Vous souviendrez-vous là des outrages souffers ?
Serez-vous sans pitié ? Serez-vous sans colere ?
Celuy qui vous a plû, vous pourra-t-il desplaire ?
Cherchez-vous à le voir, pour ne le voir jamais ?
Ou faites-vous la guerre, afin d’avoir la paix ?
Ma main vous respondra (luy dit Amalasonthe,
Le teint vif et vermeil de despit et de honte)
La chose est resoluë, en vain nous disputons :
C’est pourquoy sans tarder, partons, seigneur, partons.
Partons, dit-il encor, puis qu’on nous le commande :
Faisons plus qu’on ne veut, et plus qu’on ne demande :
Et faisons bien-tost voir, par nos fameux exploits,
Que les rois sont vaincus, et mortels comme rois.
Là, ce Grec s’abandonne à sa haine allumée,
Et dés le point du jour, fait descamper l’armée :
Tourne teste vers Rome, et marche promptement,
Plein d’amour, plein de rage, et de ressentiment.

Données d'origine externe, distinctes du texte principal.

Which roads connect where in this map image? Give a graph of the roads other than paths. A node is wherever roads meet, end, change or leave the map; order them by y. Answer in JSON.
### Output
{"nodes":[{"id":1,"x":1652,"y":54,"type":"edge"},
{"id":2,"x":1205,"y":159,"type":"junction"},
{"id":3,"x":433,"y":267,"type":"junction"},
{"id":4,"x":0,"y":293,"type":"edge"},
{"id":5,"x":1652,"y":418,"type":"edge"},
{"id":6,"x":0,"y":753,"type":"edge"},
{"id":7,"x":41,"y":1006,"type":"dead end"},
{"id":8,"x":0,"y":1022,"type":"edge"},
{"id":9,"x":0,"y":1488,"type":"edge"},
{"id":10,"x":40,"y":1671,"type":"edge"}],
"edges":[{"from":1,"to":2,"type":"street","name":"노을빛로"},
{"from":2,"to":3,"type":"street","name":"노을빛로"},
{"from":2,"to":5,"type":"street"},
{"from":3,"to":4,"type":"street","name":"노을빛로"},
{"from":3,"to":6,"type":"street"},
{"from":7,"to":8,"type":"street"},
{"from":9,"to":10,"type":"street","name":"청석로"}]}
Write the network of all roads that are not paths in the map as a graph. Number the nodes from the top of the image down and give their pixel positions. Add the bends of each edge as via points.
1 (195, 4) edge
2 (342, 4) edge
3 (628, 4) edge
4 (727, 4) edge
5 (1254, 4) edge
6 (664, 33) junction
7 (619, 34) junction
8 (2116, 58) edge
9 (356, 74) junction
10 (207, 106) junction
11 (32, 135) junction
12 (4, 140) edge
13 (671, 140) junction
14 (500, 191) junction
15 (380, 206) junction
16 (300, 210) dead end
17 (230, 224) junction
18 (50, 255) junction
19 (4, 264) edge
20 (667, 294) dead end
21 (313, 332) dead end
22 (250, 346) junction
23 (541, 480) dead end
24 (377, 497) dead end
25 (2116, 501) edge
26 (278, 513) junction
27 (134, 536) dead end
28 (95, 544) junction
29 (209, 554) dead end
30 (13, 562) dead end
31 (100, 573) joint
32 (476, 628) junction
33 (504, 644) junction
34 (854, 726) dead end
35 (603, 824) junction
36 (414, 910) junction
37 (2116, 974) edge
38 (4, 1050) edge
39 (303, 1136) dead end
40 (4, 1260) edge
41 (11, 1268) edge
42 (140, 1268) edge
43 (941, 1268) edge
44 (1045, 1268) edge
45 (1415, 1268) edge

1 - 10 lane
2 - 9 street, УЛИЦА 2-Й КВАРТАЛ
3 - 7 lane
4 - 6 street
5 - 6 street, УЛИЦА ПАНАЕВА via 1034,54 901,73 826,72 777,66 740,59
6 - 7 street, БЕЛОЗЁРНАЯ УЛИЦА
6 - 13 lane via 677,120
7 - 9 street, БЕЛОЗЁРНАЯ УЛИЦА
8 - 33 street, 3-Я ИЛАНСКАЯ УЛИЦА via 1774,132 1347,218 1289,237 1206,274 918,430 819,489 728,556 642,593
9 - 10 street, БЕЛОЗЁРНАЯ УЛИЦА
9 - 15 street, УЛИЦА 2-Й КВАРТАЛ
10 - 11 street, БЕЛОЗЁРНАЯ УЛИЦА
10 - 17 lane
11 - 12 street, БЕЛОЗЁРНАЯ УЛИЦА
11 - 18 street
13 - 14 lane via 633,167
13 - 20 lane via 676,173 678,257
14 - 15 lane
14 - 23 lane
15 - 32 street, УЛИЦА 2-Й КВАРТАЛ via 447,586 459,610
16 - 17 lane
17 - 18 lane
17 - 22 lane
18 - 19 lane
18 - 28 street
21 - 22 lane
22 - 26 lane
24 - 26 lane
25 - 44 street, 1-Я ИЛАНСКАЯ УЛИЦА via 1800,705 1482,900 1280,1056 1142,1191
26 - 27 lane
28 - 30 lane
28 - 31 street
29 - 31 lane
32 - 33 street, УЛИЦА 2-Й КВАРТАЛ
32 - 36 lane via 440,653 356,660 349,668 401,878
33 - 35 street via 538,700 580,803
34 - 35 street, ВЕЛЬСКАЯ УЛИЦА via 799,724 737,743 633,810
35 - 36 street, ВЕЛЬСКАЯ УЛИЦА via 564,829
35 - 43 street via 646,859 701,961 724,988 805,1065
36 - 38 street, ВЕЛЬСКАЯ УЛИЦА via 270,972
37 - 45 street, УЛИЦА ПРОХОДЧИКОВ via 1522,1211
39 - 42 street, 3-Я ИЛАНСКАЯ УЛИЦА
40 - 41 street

L’amazone du Nord, qui cherche un infidelle,
Paroist au premier rang, aussi fiere que belle :
Et son amant jaloux, qui l’aime et qui la voit,
Soupire en la voyant, et craind tout ce qu’il croit.
A peine par deux fois l’astre de la lumiere,
Eut illuminé l’air de sa clarté premiere,
Et troublé de la nuit le paisible repos,
Lors qu’on vit en presence, et les Grecs, et les Goths.